I designed and implemented a tool called iCODEHOP that assists in the design of degenerate PCR primers to detect novel proteins. The aim of the tool is to help researchers in many areas of clinical microbiology design effective DNA based diagnostics for infectious organisms with less effort. iCODEHOP, is a web application that links together several new and existing bioinformatics tools into a set of intuitive workflows. Users can quickly scan over an entire set of degenerate primers produced by the program to assess their relative quality and select individual degenerate primers for further analysis. The program predicts annealing temperatures for degenerate primer pools, displays phylogenetic information for the sequences covered by the primer, and allows the user to easily design new degenerate primers from sub-selections of their input sequences. The tool is currently hosted by the University of Washington's Center for Public Health Informatics and can be seen at the following URL: The interactive program for creating COnsensus DEgenerate Hybrid Oligonucleotide Primers

Previous Projects

Improving Signals used for Public Health Surveillance

An analogy for a target of Public Health Surveillance is that of a signal relaying community disease state. In practice, PH officials may monitor multiple syndromic and traditional signals to such as pharmacy orders, school absenteeism, water treatment plant turbidity logs, clinical diagnosis, surveys, and laboratory-test results. A syndromic signal differs from a more traditional PH surveillance signal (e.g case reports) in both the reliability and timeliness of the signal. As part of ongoing research on methods for using emergency department chief complaints as syndromic surveillance information signals, I developed an automated method for normalizing free-text chief complaints and investigated its its effect on the accuracy of chief complaint classification of a naive Bayesian classifier, COCO. (Boyce 2005)

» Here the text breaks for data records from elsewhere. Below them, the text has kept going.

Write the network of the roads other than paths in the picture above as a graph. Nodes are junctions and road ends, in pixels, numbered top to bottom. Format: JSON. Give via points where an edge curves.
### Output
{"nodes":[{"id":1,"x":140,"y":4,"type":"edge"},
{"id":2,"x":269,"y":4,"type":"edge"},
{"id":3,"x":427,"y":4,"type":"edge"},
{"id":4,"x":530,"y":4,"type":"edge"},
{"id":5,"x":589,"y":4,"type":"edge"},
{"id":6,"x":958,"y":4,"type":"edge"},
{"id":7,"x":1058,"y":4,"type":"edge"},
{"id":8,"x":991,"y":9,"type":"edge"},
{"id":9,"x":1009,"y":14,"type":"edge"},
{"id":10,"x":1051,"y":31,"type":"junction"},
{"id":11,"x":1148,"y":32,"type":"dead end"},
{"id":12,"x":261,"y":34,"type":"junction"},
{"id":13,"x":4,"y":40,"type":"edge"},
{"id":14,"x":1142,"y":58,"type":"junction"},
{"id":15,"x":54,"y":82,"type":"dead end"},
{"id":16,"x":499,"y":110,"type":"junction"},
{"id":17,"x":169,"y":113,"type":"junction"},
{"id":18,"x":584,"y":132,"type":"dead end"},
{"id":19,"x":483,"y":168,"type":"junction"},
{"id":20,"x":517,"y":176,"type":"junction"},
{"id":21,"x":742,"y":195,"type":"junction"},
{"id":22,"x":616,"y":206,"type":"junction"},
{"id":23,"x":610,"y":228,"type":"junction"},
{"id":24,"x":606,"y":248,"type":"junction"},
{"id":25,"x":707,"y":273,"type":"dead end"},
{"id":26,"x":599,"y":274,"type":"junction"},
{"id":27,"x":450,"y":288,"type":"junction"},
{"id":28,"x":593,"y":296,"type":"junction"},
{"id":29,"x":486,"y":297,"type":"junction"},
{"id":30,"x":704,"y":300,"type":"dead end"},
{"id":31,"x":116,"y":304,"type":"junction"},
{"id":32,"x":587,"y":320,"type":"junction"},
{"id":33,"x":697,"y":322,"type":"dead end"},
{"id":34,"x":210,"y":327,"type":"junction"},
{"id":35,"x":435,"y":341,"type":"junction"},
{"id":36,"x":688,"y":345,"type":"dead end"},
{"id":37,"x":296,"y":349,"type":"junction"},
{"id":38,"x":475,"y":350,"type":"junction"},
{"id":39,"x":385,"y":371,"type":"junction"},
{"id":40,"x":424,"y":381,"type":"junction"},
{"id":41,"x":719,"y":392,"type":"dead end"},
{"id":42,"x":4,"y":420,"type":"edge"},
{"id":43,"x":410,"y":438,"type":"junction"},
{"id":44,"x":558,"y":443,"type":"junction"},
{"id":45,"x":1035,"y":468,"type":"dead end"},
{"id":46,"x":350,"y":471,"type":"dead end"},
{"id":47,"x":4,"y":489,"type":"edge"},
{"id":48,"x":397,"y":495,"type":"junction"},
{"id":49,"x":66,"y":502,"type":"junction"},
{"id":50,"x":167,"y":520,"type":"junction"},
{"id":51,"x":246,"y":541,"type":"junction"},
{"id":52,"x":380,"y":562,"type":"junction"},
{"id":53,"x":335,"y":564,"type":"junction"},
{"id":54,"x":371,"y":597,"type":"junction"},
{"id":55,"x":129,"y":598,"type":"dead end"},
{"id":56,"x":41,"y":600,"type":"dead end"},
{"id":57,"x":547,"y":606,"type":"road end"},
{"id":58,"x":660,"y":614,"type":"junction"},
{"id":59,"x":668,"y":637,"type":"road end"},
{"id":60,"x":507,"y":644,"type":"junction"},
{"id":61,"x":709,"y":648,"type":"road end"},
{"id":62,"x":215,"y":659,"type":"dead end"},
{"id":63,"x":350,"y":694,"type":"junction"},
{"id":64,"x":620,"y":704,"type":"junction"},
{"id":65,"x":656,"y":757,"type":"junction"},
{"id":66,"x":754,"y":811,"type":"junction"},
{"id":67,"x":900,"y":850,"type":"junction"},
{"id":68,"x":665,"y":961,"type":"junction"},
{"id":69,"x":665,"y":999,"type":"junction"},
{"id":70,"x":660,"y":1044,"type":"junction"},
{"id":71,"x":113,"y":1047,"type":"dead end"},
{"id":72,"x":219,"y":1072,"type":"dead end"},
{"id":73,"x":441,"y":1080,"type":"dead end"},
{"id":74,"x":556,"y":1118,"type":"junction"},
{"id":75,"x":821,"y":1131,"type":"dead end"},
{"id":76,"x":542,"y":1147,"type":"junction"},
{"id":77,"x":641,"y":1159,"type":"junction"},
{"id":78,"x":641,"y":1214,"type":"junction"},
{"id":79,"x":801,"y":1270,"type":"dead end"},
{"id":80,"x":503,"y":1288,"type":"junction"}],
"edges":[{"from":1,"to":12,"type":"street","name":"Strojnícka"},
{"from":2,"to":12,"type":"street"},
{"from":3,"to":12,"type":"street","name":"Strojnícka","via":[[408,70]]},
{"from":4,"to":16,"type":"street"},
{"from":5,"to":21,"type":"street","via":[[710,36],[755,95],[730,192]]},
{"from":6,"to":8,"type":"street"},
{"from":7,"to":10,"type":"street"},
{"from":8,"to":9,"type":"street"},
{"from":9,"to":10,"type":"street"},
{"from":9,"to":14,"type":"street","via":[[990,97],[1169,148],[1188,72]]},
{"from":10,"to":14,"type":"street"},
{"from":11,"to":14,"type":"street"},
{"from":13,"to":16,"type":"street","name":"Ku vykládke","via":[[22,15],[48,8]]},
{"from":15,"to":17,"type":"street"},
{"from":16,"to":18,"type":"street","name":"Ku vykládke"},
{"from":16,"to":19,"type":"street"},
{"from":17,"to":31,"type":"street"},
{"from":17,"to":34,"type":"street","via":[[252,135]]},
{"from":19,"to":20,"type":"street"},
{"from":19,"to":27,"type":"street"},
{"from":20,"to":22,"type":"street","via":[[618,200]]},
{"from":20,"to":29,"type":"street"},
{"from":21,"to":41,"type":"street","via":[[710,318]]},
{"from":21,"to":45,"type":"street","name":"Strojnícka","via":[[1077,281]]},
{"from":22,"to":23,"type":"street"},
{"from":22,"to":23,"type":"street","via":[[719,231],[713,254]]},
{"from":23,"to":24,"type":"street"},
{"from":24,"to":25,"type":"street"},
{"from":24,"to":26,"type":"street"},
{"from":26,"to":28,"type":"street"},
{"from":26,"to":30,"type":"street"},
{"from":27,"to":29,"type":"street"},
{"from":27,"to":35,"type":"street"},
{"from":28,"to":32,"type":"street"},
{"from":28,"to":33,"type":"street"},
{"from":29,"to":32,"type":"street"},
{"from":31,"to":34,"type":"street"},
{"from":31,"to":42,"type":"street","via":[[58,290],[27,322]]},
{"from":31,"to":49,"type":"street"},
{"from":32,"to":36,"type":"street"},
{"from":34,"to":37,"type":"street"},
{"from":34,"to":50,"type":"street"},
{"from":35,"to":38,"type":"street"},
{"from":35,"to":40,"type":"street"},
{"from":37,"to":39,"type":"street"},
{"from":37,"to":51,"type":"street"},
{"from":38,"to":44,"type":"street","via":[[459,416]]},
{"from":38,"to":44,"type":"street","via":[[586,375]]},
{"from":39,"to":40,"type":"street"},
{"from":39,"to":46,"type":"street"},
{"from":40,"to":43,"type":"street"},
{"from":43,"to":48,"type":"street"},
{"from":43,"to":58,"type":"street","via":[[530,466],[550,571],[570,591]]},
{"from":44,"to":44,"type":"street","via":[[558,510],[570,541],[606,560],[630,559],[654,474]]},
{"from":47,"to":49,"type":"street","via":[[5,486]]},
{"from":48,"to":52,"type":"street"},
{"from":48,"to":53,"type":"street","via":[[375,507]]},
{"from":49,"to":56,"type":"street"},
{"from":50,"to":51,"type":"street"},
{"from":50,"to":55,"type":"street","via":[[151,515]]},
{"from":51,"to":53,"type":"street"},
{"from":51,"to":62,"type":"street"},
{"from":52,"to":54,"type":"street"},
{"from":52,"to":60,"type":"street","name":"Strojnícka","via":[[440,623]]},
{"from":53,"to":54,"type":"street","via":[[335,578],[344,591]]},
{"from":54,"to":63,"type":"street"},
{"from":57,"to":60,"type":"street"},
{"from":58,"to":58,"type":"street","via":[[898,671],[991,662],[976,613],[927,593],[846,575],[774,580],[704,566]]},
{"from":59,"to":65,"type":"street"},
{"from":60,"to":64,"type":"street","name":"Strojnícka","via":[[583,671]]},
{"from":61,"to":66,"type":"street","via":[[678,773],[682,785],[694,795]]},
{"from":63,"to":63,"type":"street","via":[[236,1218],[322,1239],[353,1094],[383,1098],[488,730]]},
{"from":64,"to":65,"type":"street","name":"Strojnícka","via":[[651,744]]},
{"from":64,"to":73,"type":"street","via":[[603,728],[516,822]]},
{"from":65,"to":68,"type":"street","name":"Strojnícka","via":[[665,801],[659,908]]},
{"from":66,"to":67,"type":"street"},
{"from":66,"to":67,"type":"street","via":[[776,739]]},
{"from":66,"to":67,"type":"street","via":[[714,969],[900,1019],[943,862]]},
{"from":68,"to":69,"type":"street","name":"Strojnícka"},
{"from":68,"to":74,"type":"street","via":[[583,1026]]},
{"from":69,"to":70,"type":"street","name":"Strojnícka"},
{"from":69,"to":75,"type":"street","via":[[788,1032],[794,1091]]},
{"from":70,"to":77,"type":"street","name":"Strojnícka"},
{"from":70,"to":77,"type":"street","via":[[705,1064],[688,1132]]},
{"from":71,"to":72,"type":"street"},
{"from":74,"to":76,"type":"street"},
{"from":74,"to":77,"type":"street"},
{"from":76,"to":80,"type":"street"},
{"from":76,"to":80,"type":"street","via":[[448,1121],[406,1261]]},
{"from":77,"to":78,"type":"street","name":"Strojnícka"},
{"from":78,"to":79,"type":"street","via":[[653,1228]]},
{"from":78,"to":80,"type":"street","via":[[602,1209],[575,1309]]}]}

Collaborative Statistical Visualization - enhancements to statistical consulting using the virtual world paradigm

The focus of my Master's degree was on building a platform that enables a statistician and a biomedical domain expert to collaboratively visualize multivariate bio-statistical data. We call the platform the Statistical Reality Engine (SRE), it is an environment for collaborative statistical visualization employing Virtual Reality. The system is designed so that many views can be rapidly prototyped and tested for usefulness. The SRE is an R package that provides a platform for experimentation with ideas for data visualization in Virtual Reality. How did we get a complex multi-threaded platform like OpenSG and VRJuggler to work with a interactive, single threaded, interpreter like R? The trick was to use Duncan Temple Lang's experimental REventLoop Package. The result is that VRJuggler's event loop replaces R's and provides an interactive R session to users using Readline.